Exercise details> The pictures do not go in the copy. Reproduce the rest of the entries exactly.

Saved entries>
Start of Block
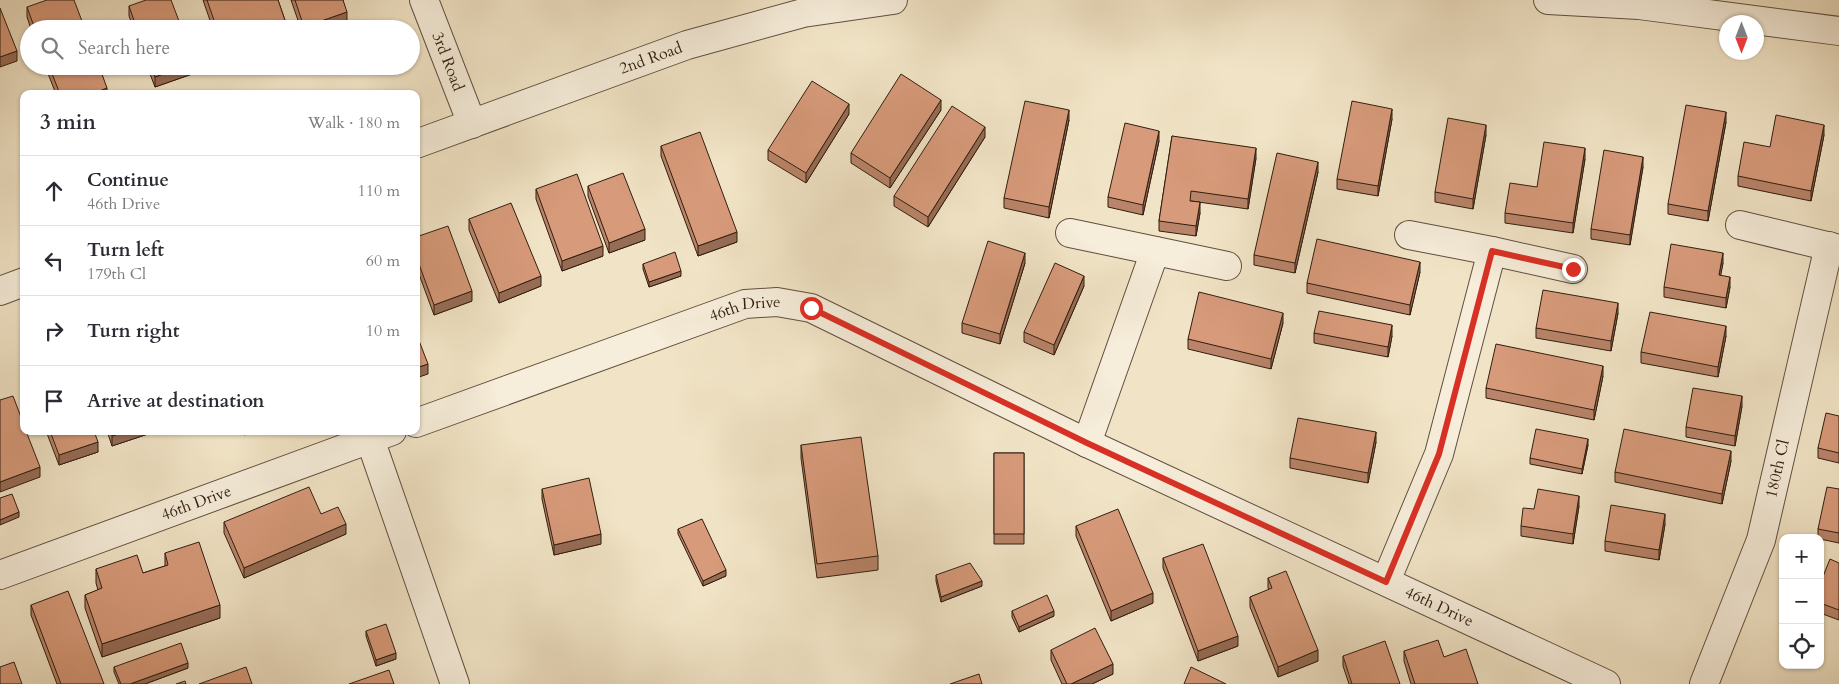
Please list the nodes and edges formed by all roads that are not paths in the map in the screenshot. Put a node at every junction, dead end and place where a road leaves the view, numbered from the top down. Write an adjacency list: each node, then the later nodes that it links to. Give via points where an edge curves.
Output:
1 (424, 0): 5 (street, 3rd Road)
2 (894, 0): 5 (street, 2nd Road, via 802,13 687,45)
3 (1548, 0): 4 (street, via 1639,5)
4 (1839, 31)
5 (472, 124): 6 (street, 2nd Road)
6 (420, 143)
7 (1740, 225): 10 (street)
8 (1070, 233): 11 (street)
9 (1409, 235): 12 (street)
10 (1834, 248): 24 (street, 180th Cl, via 1761,540)
11 (1155, 251): 13 (street); 19 (street)
12 (1492, 251): 14 (street); 21 (street, via 1439,454)
13 (1227, 266)
14 (1573, 269)
15 (20, 284): 16 (street)
16 (0, 291)
17 (420, 421): 19 (street, 46th Drive, via 746,304 777,302 811,308)
18 (381, 435): 20 (street, 46th Drive); 22 (street)
19 (1087, 443): 21 (street, 46th Drive)
20 (0, 575)
21 (1386, 582): 23 (street, 46th Drive)
22 (454, 684)
23 (1606, 684)
24 (1704, 684)

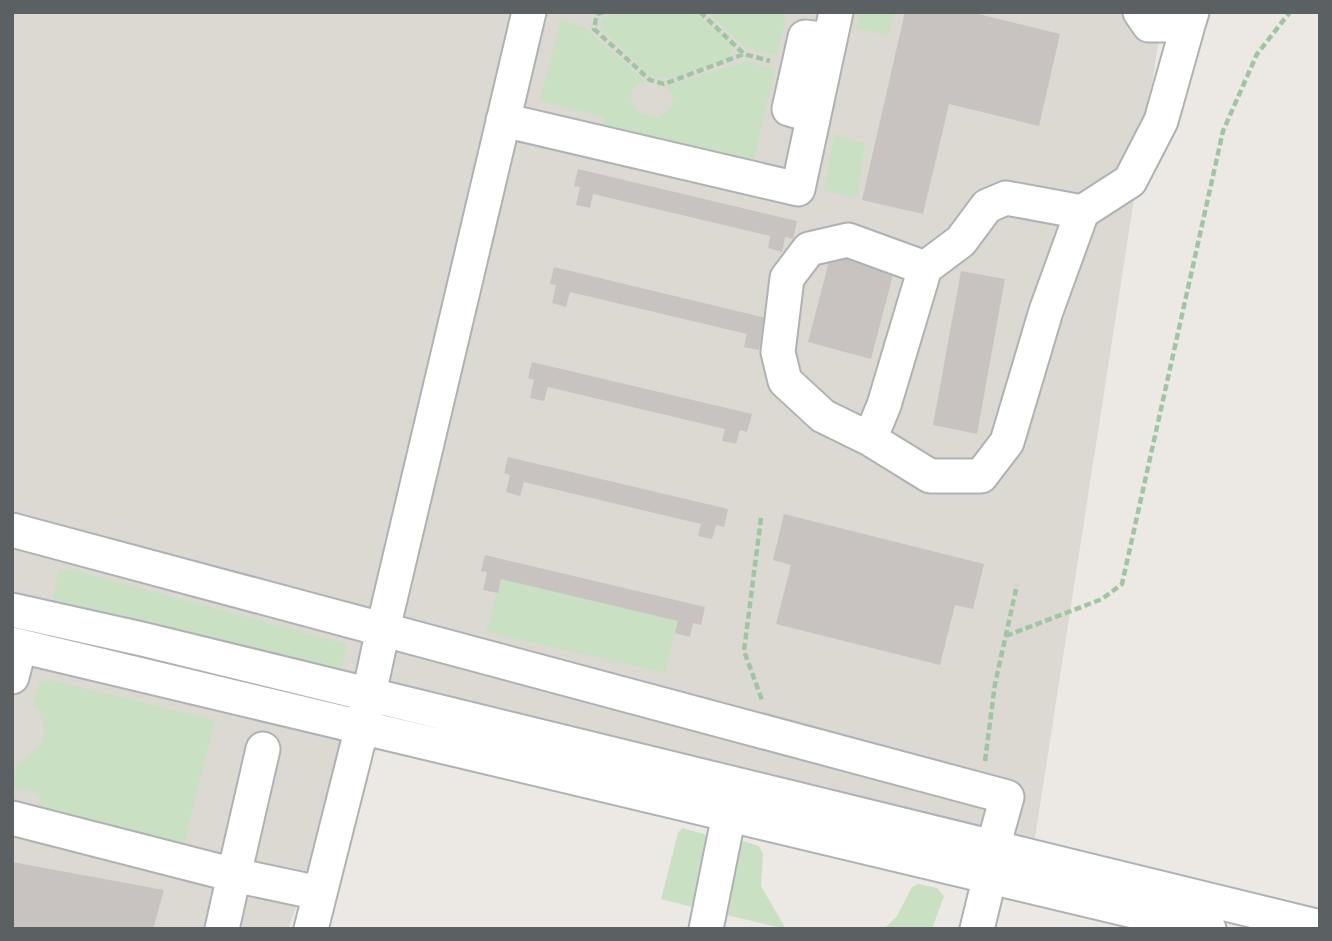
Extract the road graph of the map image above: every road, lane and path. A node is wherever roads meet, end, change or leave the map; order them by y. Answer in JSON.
{"nodes":[{"id":1,"x":529,"y":12,"type":"edge"},
{"id":2,"x":603,"y":12,"type":"edge"},
{"id":3,"x":700,"y":12,"type":"edge"},
{"id":4,"x":1140,"y":12,"type":"edge"},
{"id":5,"x":1290,"y":12,"type":"edge"},
{"id":6,"x":1190,"y":19,"type":"edge"},
{"id":7,"x":833,"y":26,"type":"edge"},
{"id":8,"x":503,"y":120,"type":"junction"},
{"id":9,"x":1082,"y":212,"type":"junction"},
{"id":10,"x":925,"y":268,"type":"junction"},
{"id":11,"x":870,"y":439,"type":"junction"},
{"id":12,"x":761,"y":518,"type":"dead end"},
{"id":13,"x":12,"y":530,"type":"edge"},
{"id":14,"x":1017,"y":585,"type":"dead end"},
{"id":15,"x":12,"y":610,"type":"edge"},
{"id":16,"x":383,"y":629,"type":"junction"},
{"id":17,"x":1006,"y":636,"type":"junction"},
{"id":18,"x":15,"y":656,"type":"edge"},
{"id":19,"x":368,"y":694,"type":"junction"},
{"id":20,"x":362,"y":727,"type":"junction"},
{"id":21,"x":774,"y":734,"type":"junction"},
{"id":22,"x":263,"y":749,"type":"dead end"},
{"id":23,"x":981,"y":790,"type":"junction"},
{"id":24,"x":729,"y":814,"type":"junction"},
{"id":25,"x":12,"y":818,"type":"edge"},
{"id":26,"x":991,"y":862,"type":"junction"},
{"id":27,"x":234,"y":875,"type":"junction"},
{"id":28,"x":319,"y":893,"type":"junction"},
{"id":29,"x":1320,"y":927,"type":"edge"},
{"id":30,"x":222,"y":929,"type":"edge"},
{"id":31,"x":311,"y":929,"type":"edge"},
{"id":32,"x":706,"y":929,"type":"edge"},
{"id":33,"x":977,"y":929,"type":"edge"},
{"id":34,"x":1209,"y":929,"type":"edge"}],
"edges":[{"from":1,"to":8,"type":"lane"},
{"from":2,"to":3,"type":"path"},
{"from":4,"to":6,"type":"lane"},
{"from":5,"to":17,"type":"path"},
{"from":6,"to":9,"type":"lane"},
{"from":7,"to":8,"type":"lane"},
{"from":8,"to":16,"type":"lane"},
{"from":9,"to":10,"type":"lane"},
{"from":9,"to":11,"type":"lane"},
{"from":10,"to":11,"type":"lane"},
{"from":10,"to":11,"type":"lane"},
{"from":12,"to":21,"type":"path"},
{"from":13,"to":16,"type":"lane"},
{"from":14,"to":17,"type":"path"},
{"from":15,"to":19,"type":"lane"},
{"from":16,"to":19,"type":"lane"},
{"from":16,"to":21,"type":"lane"},
{"from":17,"to":23,"type":"path"},
{"from":18,"to":20,"type":"lane"},
{"from":19,"to":20,"type":"lane"},
{"from":19,"to":26,"type":"lane"},
{"from":20,"to":24,"type":"lane"},
{"from":20,"to":28,"type":"lane"},
{"from":21,"to":23,"type":"lane"},
{"from":22,"to":27,"type":"lane"},
{"from":23,"to":26,"type":"lane"},
{"from":24,"to":26,"type":"lane"},
{"from":24,"to":32,"type":"lane"},
{"from":25,"to":27,"type":"lane"},
{"from":26,"to":29,"type":"lane"},
{"from":26,"to":33,"type":"lane"},
{"from":26,"to":34,"type":"lane"},
{"from":27,"to":28,"type":"lane"},
{"from":27,"to":30,"type":"lane"},
{"from":28,"to":31,"type":"lane"}]}
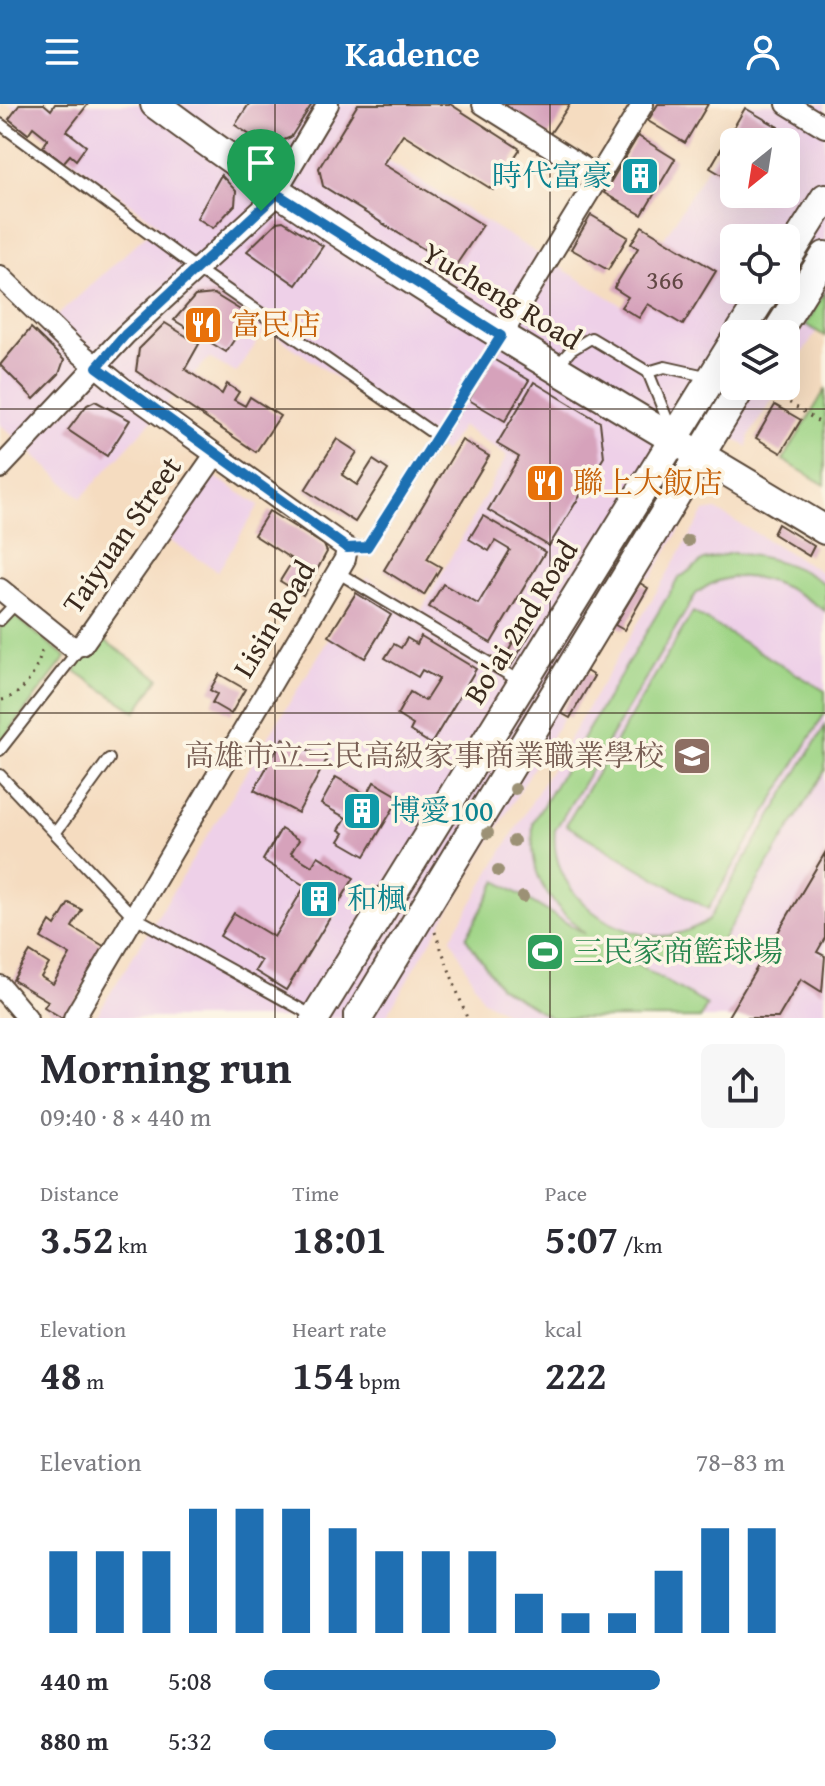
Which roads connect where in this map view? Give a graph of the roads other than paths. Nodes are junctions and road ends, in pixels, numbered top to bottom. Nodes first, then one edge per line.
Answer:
End of Block
Result>
Please list the nodes and edges formed by all roads that are not paths in the map in the screenshot. Put a node at every junction, dead end and place where a road leaves the view, numbered from the top down. Write an adjacency list: each node, then the later nodes that it links to. Give via points where an edge curves.
Output:
1 (424, 0): 5 (street, 3rd Road)
2 (894, 0): 5 (street, 2nd Road, via 802,13 687,45)
3 (1548, 0): 4 (street, via 1639,5)
4 (1839, 31)
5 (472, 124): 6 (street, 2nd Road)
6 (420, 143)
7 (1740, 225): 10 (street)
8 (1070, 233): 11 (street)
9 (1409, 235): 12 (street)
10 (1834, 248): 24 (street, 180th Cl, via 1761,540)
11 (1155, 251): 13 (street); 19 (street)
12 (1492, 251): 14 (street); 21 (street, via 1439,454)
13 (1227, 266)
14 (1573, 269)
15 (20, 284): 16 (street)
16 (0, 291)
17 (420, 421): 19 (street, 46th Drive, via 746,304 777,302 811,308)
18 (381, 435): 20 (street, 46th Drive); 22 (street)
19 (1087, 443): 21 (street, 46th Drive)
20 (0, 575)
21 (1386, 582): 23 (street, 46th Drive)
22 (454, 684)
23 (1606, 684)
24 (1704, 684)

Extract the road graph of the map image above: every road, lane and path. A node is wherever roads meet, end, change or leave the map; order them by y. Answer in JSON.
{"nodes":[{"id":1,"x":529,"y":12,"type":"edge"},
{"id":2,"x":603,"y":12,"type":"edge"},
{"id":3,"x":700,"y":12,"type":"edge"},
{"id":4,"x":1140,"y":12,"type":"edge"},
{"id":5,"x":1290,"y":12,"type":"edge"},
{"id":6,"x":1190,"y":19,"type":"edge"},
{"id":7,"x":833,"y":26,"type":"edge"},
{"id":8,"x":503,"y":120,"type":"junction"},
{"id":9,"x":1082,"y":212,"type":"junction"},
{"id":10,"x":925,"y":268,"type":"junction"},
{"id":11,"x":870,"y":439,"type":"junction"},
{"id":12,"x":761,"y":518,"type":"dead end"},
{"id":13,"x":12,"y":530,"type":"edge"},
{"id":14,"x":1017,"y":585,"type":"dead end"},
{"id":15,"x":12,"y":610,"type":"edge"},
{"id":16,"x":383,"y":629,"type":"junction"},
{"id":17,"x":1006,"y":636,"type":"junction"},
{"id":18,"x":15,"y":656,"type":"edge"},
{"id":19,"x":368,"y":694,"type":"junction"},
{"id":20,"x":362,"y":727,"type":"junction"},
{"id":21,"x":774,"y":734,"type":"junction"},
{"id":22,"x":263,"y":749,"type":"dead end"},
{"id":23,"x":981,"y":790,"type":"junction"},
{"id":24,"x":729,"y":814,"type":"junction"},
{"id":25,"x":12,"y":818,"type":"edge"},
{"id":26,"x":991,"y":862,"type":"junction"},
{"id":27,"x":234,"y":875,"type":"junction"},
{"id":28,"x":319,"y":893,"type":"junction"},
{"id":29,"x":1320,"y":927,"type":"edge"},
{"id":30,"x":222,"y":929,"type":"edge"},
{"id":31,"x":311,"y":929,"type":"edge"},
{"id":32,"x":706,"y":929,"type":"edge"},
{"id":33,"x":977,"y":929,"type":"edge"},
{"id":34,"x":1209,"y":929,"type":"edge"}],
"edges":[{"from":1,"to":8,"type":"lane"},
{"from":2,"to":3,"type":"path"},
{"from":4,"to":6,"type":"lane"},
{"from":5,"to":17,"type":"path"},
{"from":6,"to":9,"type":"lane"},
{"from":7,"to":8,"type":"lane"},
{"from":8,"to":16,"type":"lane"},
{"from":9,"to":10,"type":"lane"},
{"from":9,"to":11,"type":"lane"},
{"from":10,"to":11,"type":"lane"},
{"from":10,"to":11,"type":"lane"},
{"from":12,"to":21,"type":"path"},
{"from":13,"to":16,"type":"lane"},
{"from":14,"to":17,"type":"path"},
{"from":15,"to":19,"type":"lane"},
{"from":16,"to":19,"type":"lane"},
{"from":16,"to":21,"type":"lane"},
{"from":17,"to":23,"type":"path"},
{"from":18,"to":20,"type":"lane"},
{"from":19,"to":20,"type":"lane"},
{"from":19,"to":26,"type":"lane"},
{"from":20,"to":24,"type":"lane"},
{"from":20,"to":28,"type":"lane"},
{"from":21,"to":23,"type":"lane"},
{"from":22,"to":27,"type":"lane"},
{"from":23,"to":26,"type":"lane"},
{"from":24,"to":26,"type":"lane"},
{"from":24,"to":32,"type":"lane"},
{"from":25,"to":27,"type":"lane"},
{"from":26,"to":29,"type":"lane"},
{"from":26,"to":33,"type":"lane"},
{"from":26,"to":34,"type":"lane"},
{"from":27,"to":28,"type":"lane"},
{"from":27,"to":30,"type":"lane"},
{"from":28,"to":31,"type":"lane"}]}
Which roads connect where in this map view? Give a graph of the roads other than paths. Nodes are junctions and road ends, in pixels, numbered top to bottom. Nodes first, then one edge per line.
Answer:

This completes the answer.